# Solving for "a" and "b"

• May 7th 2012, 06:23 AM
Bashyboy
Solving for "a" and "b"
The problem is a line is represented by the equation $\displaystyle ax + by = 4$

I was able to answer the first few questions regardin this equation. But this problem left uncertain what to do. Th8e question is, "give the values for "a" and "b" such that the line has a slope of 5/8. How do I go about solving this?
• May 7th 2012, 06:30 AM
Prove It
Re: Solving for "a" and "b"
Quote:

Originally Posted by Bashyboy
The problem is a line is represented by the equation $\displaystyle ax + by = 4$

I was able to answer the first few questions regardin this equation. But this problem left uncertain what to do.

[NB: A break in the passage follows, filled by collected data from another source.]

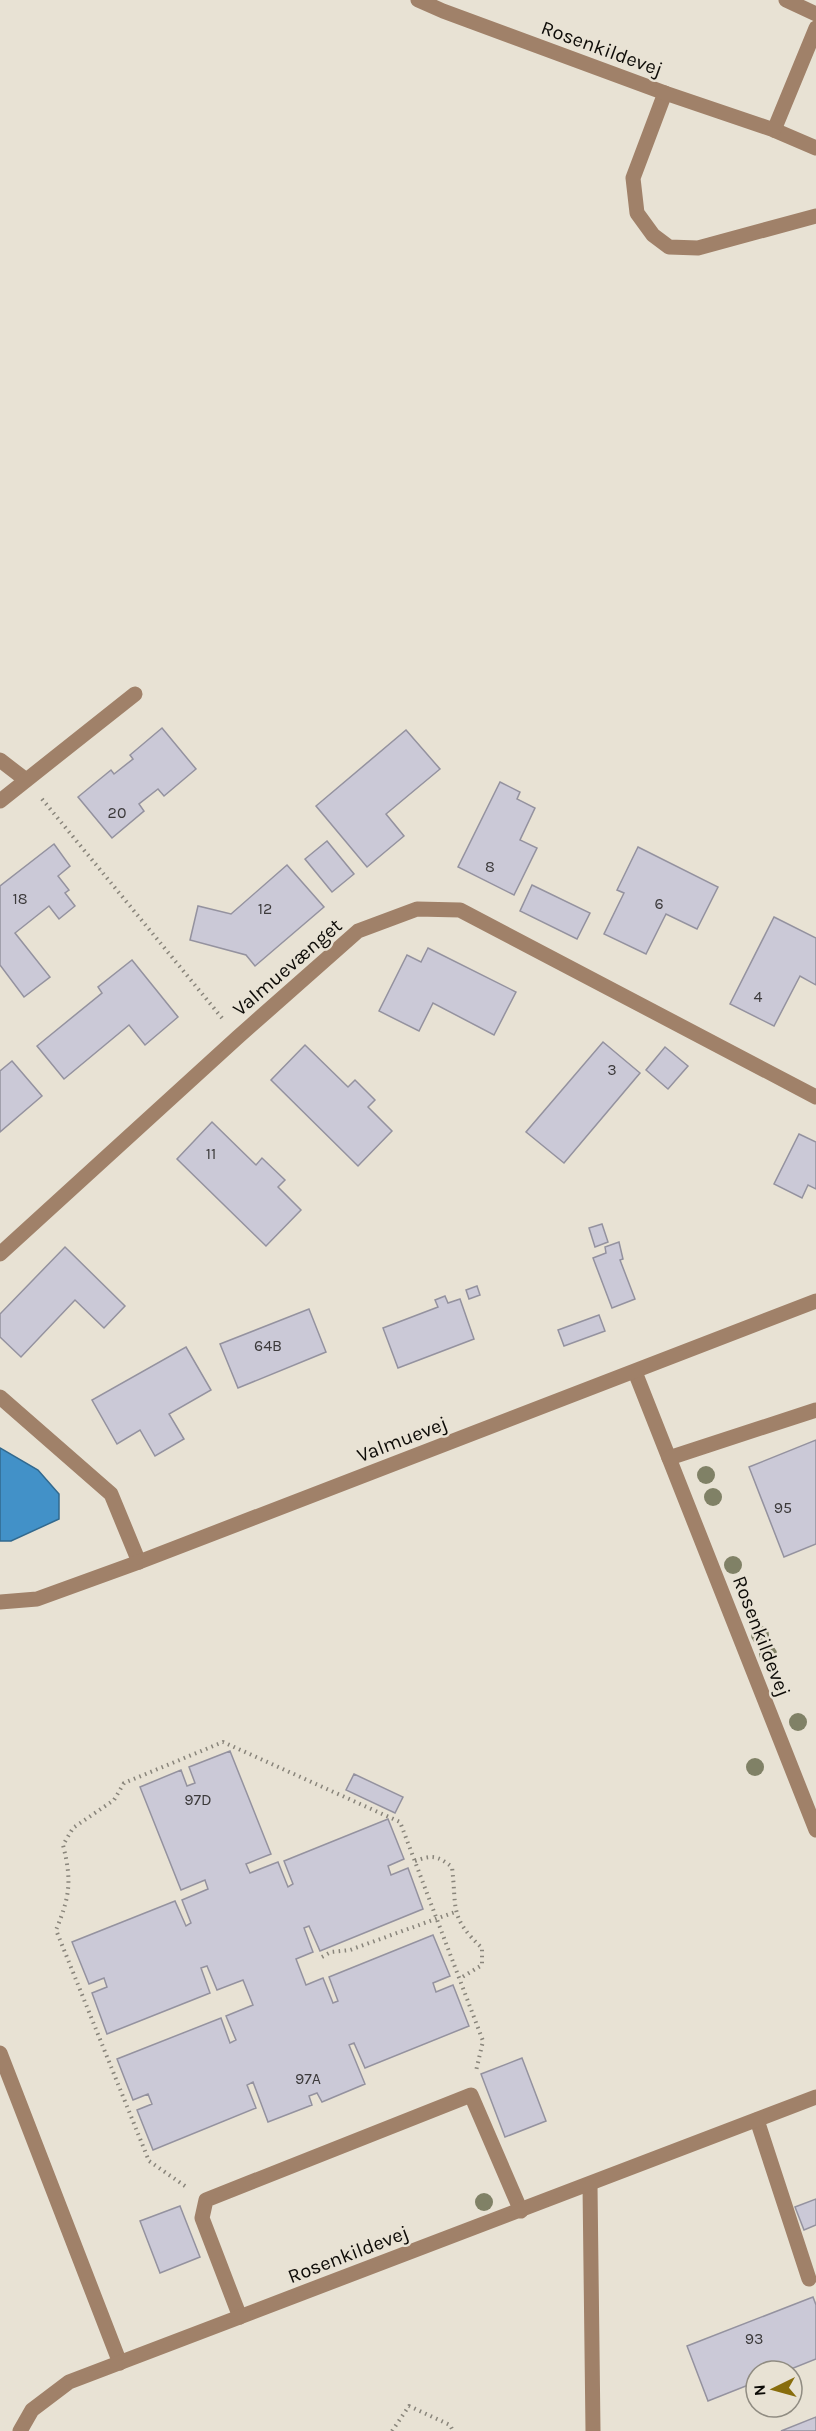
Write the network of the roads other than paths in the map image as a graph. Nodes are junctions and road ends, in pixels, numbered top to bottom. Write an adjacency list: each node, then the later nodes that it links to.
1 (418, 0): 5 (street, Rosenkildevej)
2 (786, 0): 3 (street)
3 (816, 14)
4 (816, 28): 6 (street)
5 (665, 93): 6 (street, Rosenkildevej); 8 (street)
6 (774, 130): 7 (street, Rosenkildevej)
7 (816, 148)
8 (816, 216)
9 (135, 694): 11 (street)
10 (0, 760): 11 (street)
11 (26, 780): 12 (street)
12 (0, 801)
13 (816, 1097): 14 (street, Valmuevænget)
14 (0, 1254)
15 (816, 1301): 16 (street, Valmuevej)
16 (635, 1372): 19 (street, Rosenkildevej); 20 (street, Valmuevej)
17 (0, 1397): 20 (street)
18 (816, 1410): 19 (street)
19 (669, 1458): 22 (street, Rosenkildevej)
20 (139, 1562): 21 (street, Valmuevej)
21 (0, 1602)
22 (816, 1830)
23 (0, 2053): 30 (street)
24 (816, 2097): 25 (street, Rosenkildevej)
25 (757, 2120): 26 (street, Rosenkildevej); 28 (street)
26 (590, 2185): 27 (street, Rosenkildevej); 32 (street)
27 (521, 2211): 29 (street, Rosenkildevej); 29 (street)
28 (809, 2279)
29 (240, 2317): 30 (street, Rosenkildevej)
30 (120, 2363): 31 (street, Rosenkildevej)
31 (20, 2431)
32 (593, 2431)

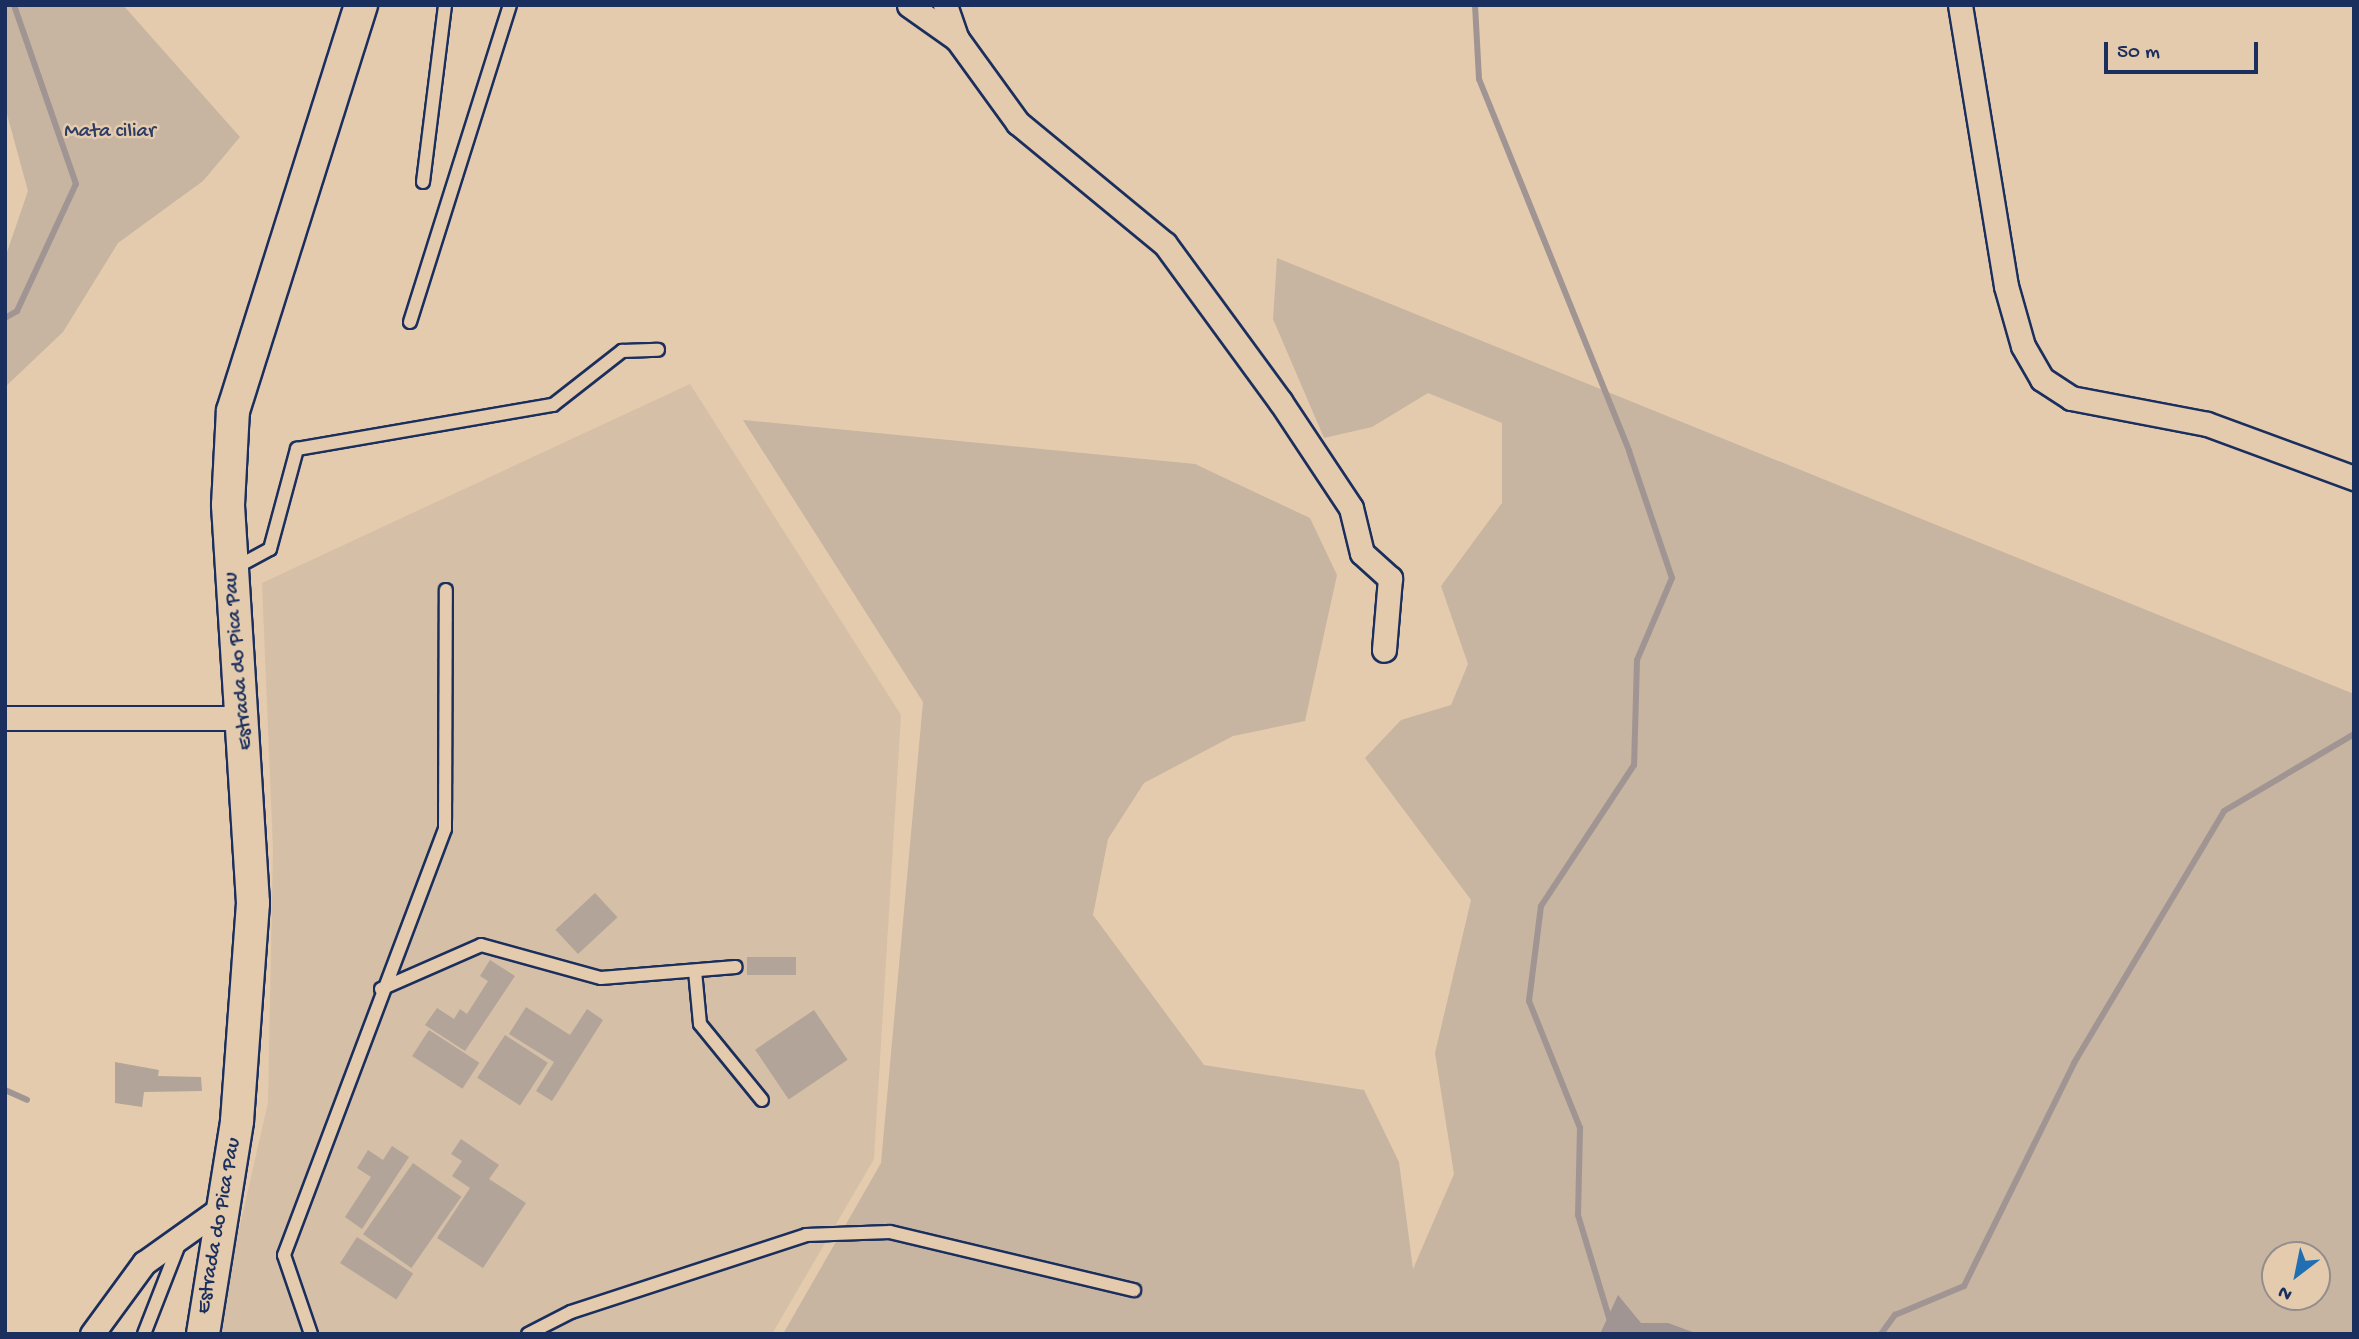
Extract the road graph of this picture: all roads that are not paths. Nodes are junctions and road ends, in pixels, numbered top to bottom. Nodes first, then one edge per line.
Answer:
1 (360, 5) edge
2 (444, 5) edge
3 (510, 5) edge
4 (909, 5) edge
5 (945, 5) edge
6 (1960, 5) edge
7 (957, 39) junction
8 (423, 182) dead end
9 (410, 322) dead end
10 (658, 350) dead end
11 (2354, 478) edge
12 (232, 569) junction
13 (446, 590) dead end
14 (1384, 650) dead end
15 (5, 718) edge
16 (245, 718) junction
17 (736, 967) dead end
18 (695, 971) junction
19 (381, 989) junction
20 (762, 1100) dead end
21 (220, 1209) junction
22 (183, 1232) junction
23 (1134, 1290) dead end
24 (92, 1334) edge
25 (144, 1334) edge
26 (203, 1334) edge
27 (312, 1334) edge
28 (528, 1334) edge

1 - 12 main road, Estrada do Pica Pau
2 - 8 lane
3 - 9 lane
4 - 7 street
5 - 7 street
6 - 11 street
7 - 14 street
10 - 12 lane
12 - 16 main road, Estrada do Pica Pau
13 - 19 lane
15 - 16 street
16 - 21 main road, Estrada do Pica Pau
17 - 18 lane
18 - 19 lane
18 - 20 lane
19 - 27 lane
21 - 22 street
21 - 26 main road, Estrada do Pica Pau
22 - 24 street
22 - 25 lane
23 - 28 lane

Th8e question is, "give the values for "a" and "b" such that the line has a slope of 5/8. How do I go about solving this?

Rearrange the equation so it's in \displaystyle \displaystyle \begin{align*} y = mx + c \end{align*} form, then \displaystyle \displaystyle \begin{align*} m \end{align*} is the gradient.

\displaystyle \displaystyle \begin{align*} ax + by &= 4 \\ by &= -ax + 4 \\ y &= -\frac{a}{b}x + \frac{4}{b} \end{align*}

So the gradient is \displaystyle \displaystyle \begin{align*} -\frac{a}{b} \end{align*}. You can choose any values you like as long as you get \displaystyle \displaystyle \begin{align*} \frac{5}{8} \end{align*} when you divide and negate.
• May 7th 2012, 06:53 AM
Bashyboy
Re: Solving for "a" and "b"
So, you are saying -a/b = m = 5/8? And since it is a continuous function I can put any value I want into x and y, and solve for the remaining b?
• May 7th 2012, 07:10 AM
Prove It
Re: Solving for "a" and "b"
I'm saying you can choose any a and b you like, as long as -a/b = 5/8. You won't be substituting anything in for x or y.